Add to this volatile scenario, then, Trump’s intention to dramatically slash funding for economic aid in Central America. His 2018 budget proposes a 30 percent decrease from the current allocation (Pentagon funding, harder to trace, may increase). To fill the gap left by the reductions, the administration is encouraging private investors and international financial institutions to step in, expecting that business investments will generate revenue, which in turn will drive economic growth that will supposedly serve the neediest.

But if history is predictive, the model will only inflame instability, not tamp it down. What’s more, this development will be implemented under crisis conditions that are exploited to usher in extreme, opportunistic policies, including the massive privatization of public resources and the evisceration of protections for those affected by the projects, maximizing corporate profits while dispossessing the poor. Honduras, for example, has privatized broad swaths of territory since the 2009 coup that ousted democratically elected president Manuel Zelaya, granting corporations concessions to land and rivers and gutting social services and labor protections. These projects frequently engender conflict, environmental degradation, displacement of local communities, and the repression of those who resist. The result is often deadly for human rights defenders, part of a disturbing global trend in which Honduras tops the murder rate for land and environmental activists.

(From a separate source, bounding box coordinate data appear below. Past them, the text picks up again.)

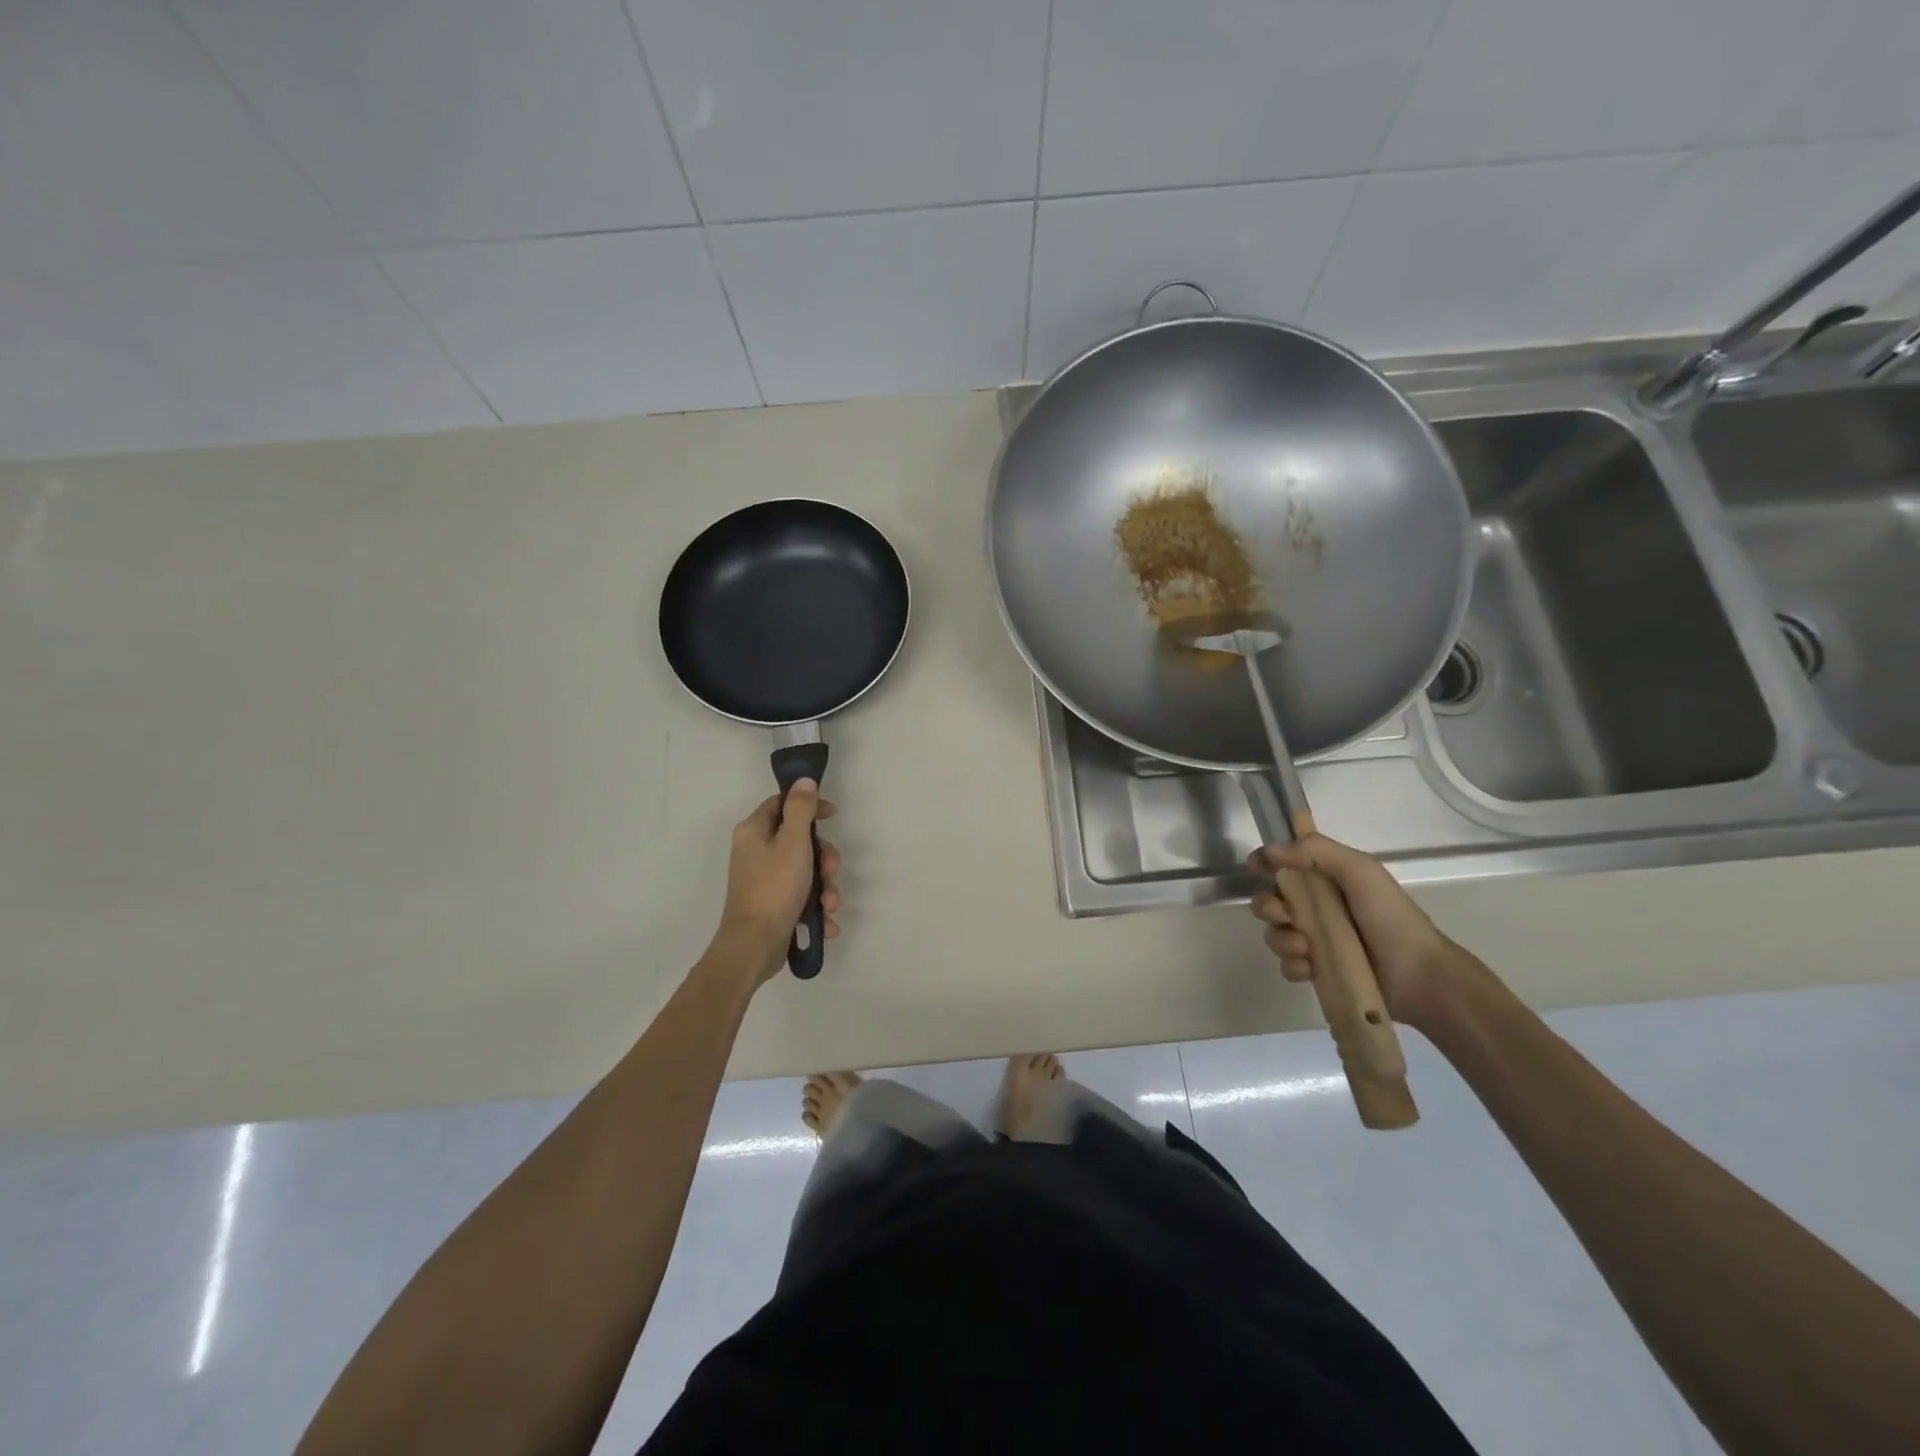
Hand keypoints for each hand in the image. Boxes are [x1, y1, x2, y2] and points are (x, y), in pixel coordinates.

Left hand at [712, 780, 840, 984]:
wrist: (754, 946)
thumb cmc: (774, 888)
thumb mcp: (793, 842)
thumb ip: (800, 809)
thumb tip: (803, 780)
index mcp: (754, 832)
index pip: (781, 804)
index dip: (808, 805)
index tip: (832, 815)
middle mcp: (755, 852)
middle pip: (799, 840)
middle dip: (823, 857)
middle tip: (830, 870)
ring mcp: (763, 880)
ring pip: (805, 871)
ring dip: (825, 888)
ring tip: (830, 906)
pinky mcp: (772, 905)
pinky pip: (801, 897)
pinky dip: (815, 908)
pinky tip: (825, 923)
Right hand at [1248, 834, 1464, 1029]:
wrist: (1419, 976)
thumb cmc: (1390, 916)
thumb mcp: (1360, 870)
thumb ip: (1316, 851)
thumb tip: (1270, 850)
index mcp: (1327, 879)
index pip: (1285, 864)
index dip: (1265, 862)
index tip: (1255, 867)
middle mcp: (1317, 907)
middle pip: (1270, 900)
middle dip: (1267, 906)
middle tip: (1284, 915)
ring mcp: (1317, 941)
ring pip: (1275, 934)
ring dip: (1281, 939)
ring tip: (1305, 948)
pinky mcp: (1318, 971)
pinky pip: (1287, 965)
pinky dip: (1293, 965)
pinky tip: (1310, 968)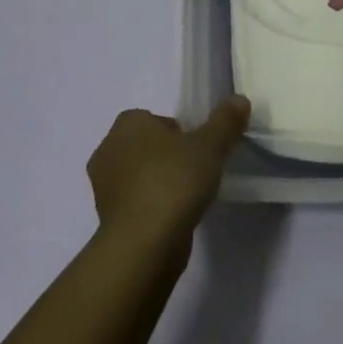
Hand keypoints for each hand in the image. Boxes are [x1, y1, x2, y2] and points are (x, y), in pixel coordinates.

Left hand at [86, 98, 249, 264]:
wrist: (144, 244)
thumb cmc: (173, 181)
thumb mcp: (210, 146)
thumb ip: (225, 121)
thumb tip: (239, 99)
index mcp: (128, 124)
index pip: (152, 118)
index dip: (176, 130)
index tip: (197, 147)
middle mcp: (108, 149)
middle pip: (144, 145)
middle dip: (166, 155)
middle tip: (195, 170)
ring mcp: (103, 187)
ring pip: (137, 175)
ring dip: (158, 182)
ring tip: (188, 196)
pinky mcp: (107, 219)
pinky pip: (134, 203)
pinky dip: (151, 206)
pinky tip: (174, 218)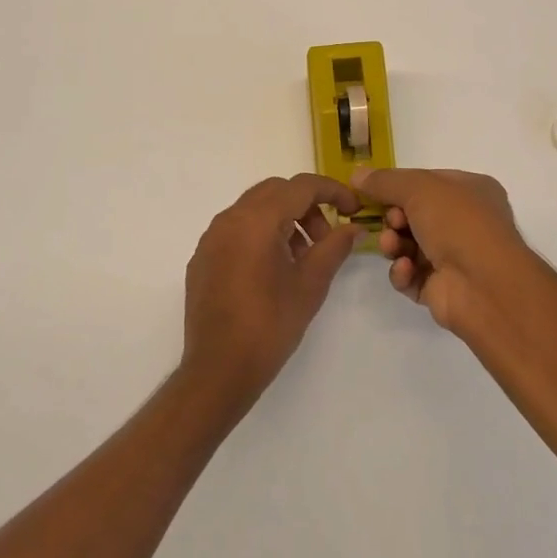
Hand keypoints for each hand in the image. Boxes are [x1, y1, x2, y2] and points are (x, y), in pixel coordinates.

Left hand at [180, 174, 362, 411]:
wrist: (218, 370)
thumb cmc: (269, 326)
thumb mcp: (310, 285)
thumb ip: (334, 248)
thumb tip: (353, 228)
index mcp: (256, 220)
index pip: (300, 186)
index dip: (332, 192)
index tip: (354, 209)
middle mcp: (229, 219)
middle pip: (276, 191)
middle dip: (307, 206)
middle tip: (326, 237)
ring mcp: (211, 237)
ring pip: (254, 208)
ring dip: (284, 219)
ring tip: (302, 257)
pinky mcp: (203, 258)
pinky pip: (236, 229)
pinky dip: (261, 234)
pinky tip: (273, 269)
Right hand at [353, 166, 541, 333]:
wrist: (484, 285)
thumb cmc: (458, 223)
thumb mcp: (419, 188)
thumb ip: (385, 181)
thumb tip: (356, 174)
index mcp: (471, 191)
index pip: (426, 182)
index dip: (398, 187)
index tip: (372, 192)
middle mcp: (465, 222)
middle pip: (413, 215)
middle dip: (394, 218)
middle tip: (392, 222)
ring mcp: (454, 257)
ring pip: (408, 245)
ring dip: (394, 244)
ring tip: (392, 246)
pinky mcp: (441, 289)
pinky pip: (410, 275)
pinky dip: (403, 271)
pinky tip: (406, 269)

Aid will resemble the security state that is so routinely produced when foreign policy promotes neoliberalism.

The lethal cost of intensified privatization and resource extraction, which started under Obama’s watch but will likely accelerate under Trump, was most visible in the 2016 assassination of the indigenous environmental leader Berta Cáceres in her home last March. Cáceres, a prominent environmentalist and resistance leader, was gunned down for her role in opposing a hydroelectric dam on the Gualcarque River. Among the eight arrested for her murder are three men with ties to the Honduran armed forces who received U.S. military training, along with two others linked to Desarrollos Energéticos, S.A. (DESA), the company building the contested dam. But despite intense pressure from human rights groups in Honduras and abroad, the crime’s architects have not been named. As the CEPR’s Alex Main observes, “It is likely that those ultimately responsible for Cáceres’s killing are safely perched at the top of Honduras’ social and political ladder, beyond the reach of the country’s weak and politically compromised judiciary.” In total, more than a hundred land and environmental activists have been assassinated in Honduras since the 2009 coup. The Cáceres family has repeatedly called for the suspension of U.S. security aid to Honduras, saying in a letter to the congressional Hispanic Caucus, “A government that fails to protect its citizens and whose security forces are implicated in attacks and killings of activists should not receive security funding and training from the U.S. government.”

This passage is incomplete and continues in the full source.